Mitt Romney with New Jersey Gov. Chris Christie in Lebanon, NH, Tuesday, Oct. 11, 2011.
Mitt Romney with New Jersey Gov. Chris Christie in Lebanon, NH, Tuesday, Oct. 11, 2011. Stephan Savoia/AP
Mitt Romney and New Jersey Gov. Chris Christie took aim Tuesday at Texas Gov. Rick Perry for a comment by a prominent Dallas preacher, a supporter of Perry's White House run, who called Mormonism a "cult."
At an event in New Hampshire at which Romney publicly received Christie's endorsement for the White House Romney, the frontrunner for the Republican presidential nomination, said:
"Gov. Perry selected an individual to introduce him who then used religion as a basis for which he said he would endorse Gov. Perry and as a reason to not support me.
"And then Gov. Perry said that introduction just 'hit it out of the park.' I just don't believe that kind of divisiveness based on religion has a place in this country... I would call on Gov. Perry to repudiate the sentiment and the remarks made by that pastor."
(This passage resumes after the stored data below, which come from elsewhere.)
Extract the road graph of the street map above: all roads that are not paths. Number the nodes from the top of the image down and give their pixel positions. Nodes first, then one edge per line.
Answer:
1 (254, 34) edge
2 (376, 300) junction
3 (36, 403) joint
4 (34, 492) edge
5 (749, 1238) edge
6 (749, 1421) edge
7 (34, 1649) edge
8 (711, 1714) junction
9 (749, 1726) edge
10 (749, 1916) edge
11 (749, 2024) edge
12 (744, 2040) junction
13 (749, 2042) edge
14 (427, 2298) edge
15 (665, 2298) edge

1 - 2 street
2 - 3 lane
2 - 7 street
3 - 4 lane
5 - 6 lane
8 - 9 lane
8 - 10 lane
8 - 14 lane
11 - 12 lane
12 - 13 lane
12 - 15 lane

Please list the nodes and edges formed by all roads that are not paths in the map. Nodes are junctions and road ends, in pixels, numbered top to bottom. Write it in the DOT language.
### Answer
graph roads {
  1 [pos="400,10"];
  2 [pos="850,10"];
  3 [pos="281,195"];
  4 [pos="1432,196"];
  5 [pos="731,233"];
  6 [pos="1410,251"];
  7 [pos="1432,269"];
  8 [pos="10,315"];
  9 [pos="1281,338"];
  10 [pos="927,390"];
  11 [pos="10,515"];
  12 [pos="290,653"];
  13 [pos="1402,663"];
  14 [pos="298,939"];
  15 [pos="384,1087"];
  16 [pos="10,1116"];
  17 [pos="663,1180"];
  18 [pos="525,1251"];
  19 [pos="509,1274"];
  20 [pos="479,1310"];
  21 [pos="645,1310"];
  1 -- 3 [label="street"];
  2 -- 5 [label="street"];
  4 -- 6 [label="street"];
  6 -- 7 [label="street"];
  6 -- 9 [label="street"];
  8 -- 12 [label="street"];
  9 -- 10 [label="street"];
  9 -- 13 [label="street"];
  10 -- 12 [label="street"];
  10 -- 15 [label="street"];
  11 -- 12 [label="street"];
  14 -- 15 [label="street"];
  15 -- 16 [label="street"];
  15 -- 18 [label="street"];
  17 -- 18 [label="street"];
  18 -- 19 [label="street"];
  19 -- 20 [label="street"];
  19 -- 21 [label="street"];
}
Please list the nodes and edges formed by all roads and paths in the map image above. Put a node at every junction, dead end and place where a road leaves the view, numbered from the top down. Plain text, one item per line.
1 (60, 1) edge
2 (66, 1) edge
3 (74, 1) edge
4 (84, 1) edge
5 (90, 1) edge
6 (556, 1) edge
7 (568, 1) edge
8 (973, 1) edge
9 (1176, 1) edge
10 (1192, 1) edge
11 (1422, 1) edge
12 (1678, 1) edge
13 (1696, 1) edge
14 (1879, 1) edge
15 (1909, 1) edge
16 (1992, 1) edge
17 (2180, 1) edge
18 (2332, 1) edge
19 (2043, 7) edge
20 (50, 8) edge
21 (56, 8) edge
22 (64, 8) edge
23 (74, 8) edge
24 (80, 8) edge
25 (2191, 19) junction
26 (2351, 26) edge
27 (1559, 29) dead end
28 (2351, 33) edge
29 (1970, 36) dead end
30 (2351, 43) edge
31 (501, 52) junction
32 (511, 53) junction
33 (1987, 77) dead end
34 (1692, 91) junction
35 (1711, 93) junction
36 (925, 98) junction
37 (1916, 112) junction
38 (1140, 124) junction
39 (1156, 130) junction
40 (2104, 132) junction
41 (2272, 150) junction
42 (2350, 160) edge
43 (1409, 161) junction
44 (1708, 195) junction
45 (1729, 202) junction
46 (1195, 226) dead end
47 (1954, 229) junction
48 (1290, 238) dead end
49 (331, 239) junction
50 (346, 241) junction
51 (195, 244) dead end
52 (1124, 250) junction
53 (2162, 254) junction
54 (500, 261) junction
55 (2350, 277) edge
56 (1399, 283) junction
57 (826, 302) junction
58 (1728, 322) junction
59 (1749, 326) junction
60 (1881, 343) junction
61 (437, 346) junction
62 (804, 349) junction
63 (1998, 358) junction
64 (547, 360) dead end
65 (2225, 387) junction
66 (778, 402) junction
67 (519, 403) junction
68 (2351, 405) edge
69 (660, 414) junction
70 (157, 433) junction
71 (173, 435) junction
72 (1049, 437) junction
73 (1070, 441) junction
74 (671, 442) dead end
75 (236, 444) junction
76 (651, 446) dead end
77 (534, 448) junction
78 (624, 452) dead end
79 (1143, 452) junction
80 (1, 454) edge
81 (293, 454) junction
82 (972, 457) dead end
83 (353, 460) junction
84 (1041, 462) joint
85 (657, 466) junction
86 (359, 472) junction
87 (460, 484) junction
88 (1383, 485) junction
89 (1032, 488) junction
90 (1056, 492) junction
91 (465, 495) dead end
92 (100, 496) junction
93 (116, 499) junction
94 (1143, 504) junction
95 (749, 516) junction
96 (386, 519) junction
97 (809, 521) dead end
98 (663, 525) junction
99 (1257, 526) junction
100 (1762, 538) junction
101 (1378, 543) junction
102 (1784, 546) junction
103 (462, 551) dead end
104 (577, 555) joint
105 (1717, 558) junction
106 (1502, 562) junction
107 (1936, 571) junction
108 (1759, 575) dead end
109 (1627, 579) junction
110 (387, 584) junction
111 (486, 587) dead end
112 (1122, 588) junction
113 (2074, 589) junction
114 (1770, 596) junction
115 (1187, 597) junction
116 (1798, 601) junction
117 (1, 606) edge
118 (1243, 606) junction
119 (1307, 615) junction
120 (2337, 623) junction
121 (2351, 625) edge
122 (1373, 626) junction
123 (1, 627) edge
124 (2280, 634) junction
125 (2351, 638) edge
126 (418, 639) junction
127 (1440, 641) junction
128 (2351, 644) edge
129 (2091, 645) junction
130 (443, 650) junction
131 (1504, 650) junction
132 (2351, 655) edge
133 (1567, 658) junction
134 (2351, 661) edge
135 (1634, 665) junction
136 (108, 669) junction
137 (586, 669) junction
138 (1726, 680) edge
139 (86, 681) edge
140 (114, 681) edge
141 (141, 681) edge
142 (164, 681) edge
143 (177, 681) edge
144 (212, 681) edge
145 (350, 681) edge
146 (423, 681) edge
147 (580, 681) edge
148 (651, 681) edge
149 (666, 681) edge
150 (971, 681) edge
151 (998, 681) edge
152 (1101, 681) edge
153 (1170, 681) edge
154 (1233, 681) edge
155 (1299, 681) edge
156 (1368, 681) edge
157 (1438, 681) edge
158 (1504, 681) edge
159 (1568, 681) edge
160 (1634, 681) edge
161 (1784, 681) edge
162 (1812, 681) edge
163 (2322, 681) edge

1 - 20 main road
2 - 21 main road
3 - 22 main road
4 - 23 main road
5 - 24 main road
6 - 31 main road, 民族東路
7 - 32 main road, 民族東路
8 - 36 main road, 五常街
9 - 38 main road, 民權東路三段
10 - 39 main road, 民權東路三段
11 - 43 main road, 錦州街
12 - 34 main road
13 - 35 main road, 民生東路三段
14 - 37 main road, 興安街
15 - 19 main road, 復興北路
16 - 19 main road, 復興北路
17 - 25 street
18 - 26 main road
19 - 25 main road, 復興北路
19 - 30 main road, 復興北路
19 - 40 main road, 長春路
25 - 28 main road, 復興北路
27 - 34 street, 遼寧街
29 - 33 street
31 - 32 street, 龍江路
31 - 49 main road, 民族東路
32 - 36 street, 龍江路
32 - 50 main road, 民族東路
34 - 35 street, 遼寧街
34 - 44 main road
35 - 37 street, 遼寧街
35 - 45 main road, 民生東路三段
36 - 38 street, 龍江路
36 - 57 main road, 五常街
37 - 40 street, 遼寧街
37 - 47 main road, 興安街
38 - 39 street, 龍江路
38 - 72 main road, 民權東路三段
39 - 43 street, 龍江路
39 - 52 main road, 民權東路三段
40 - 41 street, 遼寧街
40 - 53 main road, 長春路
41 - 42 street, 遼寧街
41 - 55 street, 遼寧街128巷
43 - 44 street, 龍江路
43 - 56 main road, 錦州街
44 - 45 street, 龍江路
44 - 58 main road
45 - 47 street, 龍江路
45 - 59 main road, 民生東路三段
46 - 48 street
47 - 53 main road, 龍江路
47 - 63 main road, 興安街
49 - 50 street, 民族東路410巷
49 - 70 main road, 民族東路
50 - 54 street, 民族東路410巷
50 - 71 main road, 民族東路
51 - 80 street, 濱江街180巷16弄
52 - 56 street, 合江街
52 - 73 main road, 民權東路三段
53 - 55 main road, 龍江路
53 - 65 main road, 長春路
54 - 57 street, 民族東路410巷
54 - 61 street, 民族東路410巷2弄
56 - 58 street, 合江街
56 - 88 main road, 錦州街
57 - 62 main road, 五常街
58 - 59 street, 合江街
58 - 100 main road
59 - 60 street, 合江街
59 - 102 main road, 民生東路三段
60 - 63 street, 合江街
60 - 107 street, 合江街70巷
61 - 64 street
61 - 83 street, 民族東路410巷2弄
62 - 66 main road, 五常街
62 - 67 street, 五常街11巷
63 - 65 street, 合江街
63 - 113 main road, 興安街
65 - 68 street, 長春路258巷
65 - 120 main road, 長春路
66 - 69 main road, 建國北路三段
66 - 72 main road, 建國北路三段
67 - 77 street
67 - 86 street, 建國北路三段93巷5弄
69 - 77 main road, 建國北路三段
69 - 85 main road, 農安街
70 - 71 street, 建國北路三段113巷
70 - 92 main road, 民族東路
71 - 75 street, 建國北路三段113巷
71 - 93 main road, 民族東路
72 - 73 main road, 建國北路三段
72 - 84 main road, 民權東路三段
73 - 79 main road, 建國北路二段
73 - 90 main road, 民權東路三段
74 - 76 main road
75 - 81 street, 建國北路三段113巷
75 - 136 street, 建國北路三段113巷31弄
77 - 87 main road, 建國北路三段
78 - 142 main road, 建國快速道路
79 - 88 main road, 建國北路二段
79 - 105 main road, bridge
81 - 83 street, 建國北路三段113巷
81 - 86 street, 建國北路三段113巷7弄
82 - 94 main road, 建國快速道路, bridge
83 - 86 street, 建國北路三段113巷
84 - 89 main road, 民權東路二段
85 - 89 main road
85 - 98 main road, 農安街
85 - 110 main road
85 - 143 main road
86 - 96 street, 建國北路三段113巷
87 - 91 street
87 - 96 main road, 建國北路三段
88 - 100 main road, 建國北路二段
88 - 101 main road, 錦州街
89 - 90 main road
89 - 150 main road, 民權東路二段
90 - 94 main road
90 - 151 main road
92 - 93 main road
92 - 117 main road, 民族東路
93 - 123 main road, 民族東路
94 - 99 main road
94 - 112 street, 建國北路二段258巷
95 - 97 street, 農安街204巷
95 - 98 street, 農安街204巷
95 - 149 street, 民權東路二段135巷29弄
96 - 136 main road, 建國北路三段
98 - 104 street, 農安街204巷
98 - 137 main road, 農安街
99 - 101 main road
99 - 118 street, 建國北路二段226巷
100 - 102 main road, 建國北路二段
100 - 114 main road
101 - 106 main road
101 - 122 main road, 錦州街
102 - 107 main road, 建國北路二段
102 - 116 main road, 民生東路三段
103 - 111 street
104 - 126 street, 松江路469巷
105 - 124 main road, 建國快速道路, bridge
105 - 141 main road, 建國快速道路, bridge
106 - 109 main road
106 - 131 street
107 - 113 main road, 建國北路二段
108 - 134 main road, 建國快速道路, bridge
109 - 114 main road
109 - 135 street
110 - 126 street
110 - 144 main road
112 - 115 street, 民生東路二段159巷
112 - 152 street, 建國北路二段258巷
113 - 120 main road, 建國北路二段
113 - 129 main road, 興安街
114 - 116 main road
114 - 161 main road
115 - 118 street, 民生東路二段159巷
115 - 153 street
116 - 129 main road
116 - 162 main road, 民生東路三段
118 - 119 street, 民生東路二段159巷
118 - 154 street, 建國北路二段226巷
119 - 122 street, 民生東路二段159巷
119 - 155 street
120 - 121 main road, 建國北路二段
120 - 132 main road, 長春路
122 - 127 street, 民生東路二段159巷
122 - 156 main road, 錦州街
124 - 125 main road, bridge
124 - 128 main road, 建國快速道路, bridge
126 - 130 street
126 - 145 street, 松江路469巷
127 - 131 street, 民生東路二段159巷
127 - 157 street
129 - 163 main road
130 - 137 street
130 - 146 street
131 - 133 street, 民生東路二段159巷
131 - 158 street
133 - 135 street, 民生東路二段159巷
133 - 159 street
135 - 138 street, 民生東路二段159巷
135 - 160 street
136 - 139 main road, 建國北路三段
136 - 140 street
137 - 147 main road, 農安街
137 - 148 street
Christie, for his part, strongly denounced the statement of Rev. Robert Jeffress, the pastor of the First Baptist Church of Dallas as well.
"Any campaign that associates itself with that kind of conduct is beneath the office of the president, in my opinion."
Romney's response was his strongest and most direct yet to an incident that occurred Friday at the Values Voter Summit in Washington. In introducing Perry to the audience of Christian conservatives, Jeffress, suggested that Perry's beliefs were closer to the audience members than a politician he didn't name but who was clearly Romney, who is a Mormon.
Later, in talking with reporters covering the summit, Jeffress sharpened his attack, calling Mormomism "a cult."
Christie likened Jeffress' comments to those who opposed the New Jersey governor's decision to appoint a Muslim-American to a judgeship. (Christie's defense last summer of the judge won the conservative governor plaudits across the ideological spectrum.)
On Tuesday, Christie said:
"These kind of religious matters have nothing to do with the quality of someone's ability to lead. You have to evaluate their record, evaluate their character, their integrity. Not based upon their religious beliefs. But based upon who they are."
Romney said the Founding Fathers' guiding spirit was one of tolerance for people of different faiths, a respect religious diversity.
He pointed to Article Six of the U.S. Constitution, which states that no religious test should ever be required to qualify for any "office or public trust under the United States."